Chciałam też zwiększyć swoją szansę, że ktoś może zauważy, że znalazłam się w trudnej sytuacji, i że to nie była jakaś tam zapamiętałość przecież. Większość ludzi się nie zna, a nikt nie sprostował, więc ja musiałam. Poza tym zdaję sobie sprawę, że ta sprawa mogła postawić mnie w fałszywym świetle, a że zaczęło się od tego, że ktoś czegoś nie zrozumiał i zrobił mi opinię, to tym bardziej było mi przykro.


Tu poproszę o coś, na czym mi bardzo zależy. Nie wiem, czy ktoś zwrócił uwagę, ale obie osoby należą do osób funkcyjnych. Generalnie to nie ma znaczenia, ale dla mnie jest przykre biorąc pod uwagę, że takie osoby mają oddzielne forum. Skąd mogę mieć pewność, że biorąc pod uwagę, że ta sytuacja jest kłopotliwa ktoś nie założył tam tematu, w którym mogły się i te osoby wypowiadać. Nie jest to sprawiedliwe i dodatkowo zwiększa nierównowagę. Poza tym ja zaczynałam ten temat tu, nie chcę by ktoś publicznie wypowiadał się na mój temat gdzieś, gdzie nie mam dostępu. Tak naprawdę, to kto by to nie był. Jeśli wynikła kwestia porządkowa, to jedynie do szybkiego obgadania przez dwie czy trzy osoby, nie wiem, kto najbardziej angażuje się w sprawy forumowe. Poza ta cała sytuacja zaczęła zmierzać w niezamierzonym przeze mnie kierunku z powodu czegoś na co zostałam narażona. Tym bardziej więc to byłoby dla mnie przykre. Akceptuje się szyderstwa i nie zawsze wypowiadają się osoby, które się znają, a nikt nie prostuje. Jak tu, to pewnie i tam. Jeśli by taki temat był, chciałabym kiedyś zobaczyć, co zostało napisane. Uważam, że mam do tego prawo. Ale proszę tego nie upubliczniać, bo musiałabym tracić energię na prostowanie różnych rzeczy, a wolałabym jednak tego uniknąć. Jeśli tak nie można, to poproszę o zamknięcie takiego tematu w najbliższym czasie. Bardzo mi na tym zależy. Bo możliwość publicznego omawiania mojej sytuacji przez osoby z tego samego forum, ale tam, gdzie mnie nie ma też dodawała ciężaru.

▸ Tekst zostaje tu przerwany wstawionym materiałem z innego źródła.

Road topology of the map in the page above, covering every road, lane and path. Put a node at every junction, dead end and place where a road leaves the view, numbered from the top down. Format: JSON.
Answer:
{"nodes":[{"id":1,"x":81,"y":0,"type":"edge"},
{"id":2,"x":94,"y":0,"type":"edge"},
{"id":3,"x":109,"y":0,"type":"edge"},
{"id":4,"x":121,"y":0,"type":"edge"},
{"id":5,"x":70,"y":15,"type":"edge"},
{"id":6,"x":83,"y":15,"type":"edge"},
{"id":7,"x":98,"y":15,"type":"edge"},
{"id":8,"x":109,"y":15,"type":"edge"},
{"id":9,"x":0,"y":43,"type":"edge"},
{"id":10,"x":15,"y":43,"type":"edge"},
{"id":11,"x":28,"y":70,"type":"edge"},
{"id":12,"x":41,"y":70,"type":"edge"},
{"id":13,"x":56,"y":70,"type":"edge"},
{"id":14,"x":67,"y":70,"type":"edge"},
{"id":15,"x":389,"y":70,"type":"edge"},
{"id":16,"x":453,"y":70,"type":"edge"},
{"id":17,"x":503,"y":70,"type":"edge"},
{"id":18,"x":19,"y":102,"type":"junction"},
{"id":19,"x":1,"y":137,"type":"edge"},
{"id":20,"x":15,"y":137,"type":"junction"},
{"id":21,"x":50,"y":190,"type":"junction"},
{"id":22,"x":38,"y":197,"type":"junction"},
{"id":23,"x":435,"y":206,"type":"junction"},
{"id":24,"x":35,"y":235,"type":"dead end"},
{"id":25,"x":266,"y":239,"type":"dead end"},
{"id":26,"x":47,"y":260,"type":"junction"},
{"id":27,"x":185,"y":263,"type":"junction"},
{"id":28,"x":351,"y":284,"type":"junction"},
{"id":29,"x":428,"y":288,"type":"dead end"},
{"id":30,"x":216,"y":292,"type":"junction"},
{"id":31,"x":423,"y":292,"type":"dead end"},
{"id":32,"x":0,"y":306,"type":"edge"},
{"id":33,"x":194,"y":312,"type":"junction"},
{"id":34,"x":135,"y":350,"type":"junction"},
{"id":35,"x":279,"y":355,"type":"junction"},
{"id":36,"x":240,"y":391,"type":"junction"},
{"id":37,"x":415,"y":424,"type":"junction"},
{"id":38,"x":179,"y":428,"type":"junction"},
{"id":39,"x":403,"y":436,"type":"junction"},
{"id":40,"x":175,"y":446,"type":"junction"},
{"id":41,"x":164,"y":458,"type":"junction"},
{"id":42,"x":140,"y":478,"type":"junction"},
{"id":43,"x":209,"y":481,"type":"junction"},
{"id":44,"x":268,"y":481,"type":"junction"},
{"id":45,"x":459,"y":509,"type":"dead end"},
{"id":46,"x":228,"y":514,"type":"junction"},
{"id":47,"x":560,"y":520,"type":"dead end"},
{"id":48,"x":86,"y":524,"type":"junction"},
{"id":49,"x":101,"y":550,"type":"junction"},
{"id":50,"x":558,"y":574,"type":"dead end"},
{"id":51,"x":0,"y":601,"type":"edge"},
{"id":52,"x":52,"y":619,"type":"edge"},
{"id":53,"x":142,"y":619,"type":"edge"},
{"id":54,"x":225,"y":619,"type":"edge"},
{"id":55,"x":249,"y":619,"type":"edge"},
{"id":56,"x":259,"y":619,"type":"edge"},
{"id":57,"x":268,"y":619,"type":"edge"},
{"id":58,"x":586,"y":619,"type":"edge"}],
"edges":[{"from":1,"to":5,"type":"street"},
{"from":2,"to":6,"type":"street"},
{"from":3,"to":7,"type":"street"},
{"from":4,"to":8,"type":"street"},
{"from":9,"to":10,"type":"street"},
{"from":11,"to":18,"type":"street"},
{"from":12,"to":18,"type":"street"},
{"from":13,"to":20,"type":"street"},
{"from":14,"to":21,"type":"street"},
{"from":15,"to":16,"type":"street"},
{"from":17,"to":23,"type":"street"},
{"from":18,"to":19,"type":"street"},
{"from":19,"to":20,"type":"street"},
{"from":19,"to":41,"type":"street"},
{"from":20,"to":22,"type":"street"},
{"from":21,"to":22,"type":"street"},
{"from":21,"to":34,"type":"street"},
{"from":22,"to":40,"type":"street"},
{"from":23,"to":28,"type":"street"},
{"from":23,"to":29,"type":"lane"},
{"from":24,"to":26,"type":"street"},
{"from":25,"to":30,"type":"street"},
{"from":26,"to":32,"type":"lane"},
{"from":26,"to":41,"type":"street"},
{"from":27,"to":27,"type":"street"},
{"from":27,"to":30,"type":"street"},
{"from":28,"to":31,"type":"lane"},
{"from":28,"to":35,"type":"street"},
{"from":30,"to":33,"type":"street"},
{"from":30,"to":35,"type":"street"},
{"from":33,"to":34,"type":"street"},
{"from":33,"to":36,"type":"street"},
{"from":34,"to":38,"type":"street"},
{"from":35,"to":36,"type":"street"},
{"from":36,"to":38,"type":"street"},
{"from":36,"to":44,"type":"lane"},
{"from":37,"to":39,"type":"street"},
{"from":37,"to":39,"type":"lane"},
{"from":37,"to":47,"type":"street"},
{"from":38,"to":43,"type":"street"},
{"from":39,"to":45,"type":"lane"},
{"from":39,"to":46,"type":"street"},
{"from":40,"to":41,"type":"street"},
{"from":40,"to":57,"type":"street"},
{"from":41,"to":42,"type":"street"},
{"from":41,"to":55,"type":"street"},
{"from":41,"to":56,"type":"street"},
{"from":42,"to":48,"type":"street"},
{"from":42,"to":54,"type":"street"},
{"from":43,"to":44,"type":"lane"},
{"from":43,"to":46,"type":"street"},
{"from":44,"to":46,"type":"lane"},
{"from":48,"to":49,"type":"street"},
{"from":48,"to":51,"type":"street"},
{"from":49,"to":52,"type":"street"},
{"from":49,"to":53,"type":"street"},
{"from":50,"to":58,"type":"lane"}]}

Jest trudno wrócić tutaj, bo masę złych skojarzeń z tym wszystkim, ale  raczej warto. Ale warto,  to jeśli chodzi o rzeczy ważniejsze. Bo jeśli chodzi o system, to straciłam tu wiele. I pozostawiono mnie samą sobie, czyli jak sobie poradzi, to dobrze, jak nie, to jeszcze lepiej. W tej sytuacji jednak miałam prawo oczekiwać pomocy, realnego wsparcia, jakiegoś zainteresowania, chęci pomocy. Wiadomo przecież było, że ciężko mi tu wrócić. Zrobiono tylko tyle, by nie zaszkodzić. Można by powiedzieć, że dobre i to, ale biorąc pod uwagę, że kiedyś nie było nawet tego, to mogłam liczyć na jakąś pomoc w celu wyrównania niesprawiedliwości i pomożenia człowiekowi, który się znalazł w trudnej sytuacji. Dałoby mi to obraz, że jednak liczą się idee i ludzie, ale nie. Za to niskim zachowaniom to się tutaj sprzyja, daje temu poparcie, chroni, nagradza. Klimat lekceważenia, jaki tu odczuwam nie pomaga. Bardzo szkodzi.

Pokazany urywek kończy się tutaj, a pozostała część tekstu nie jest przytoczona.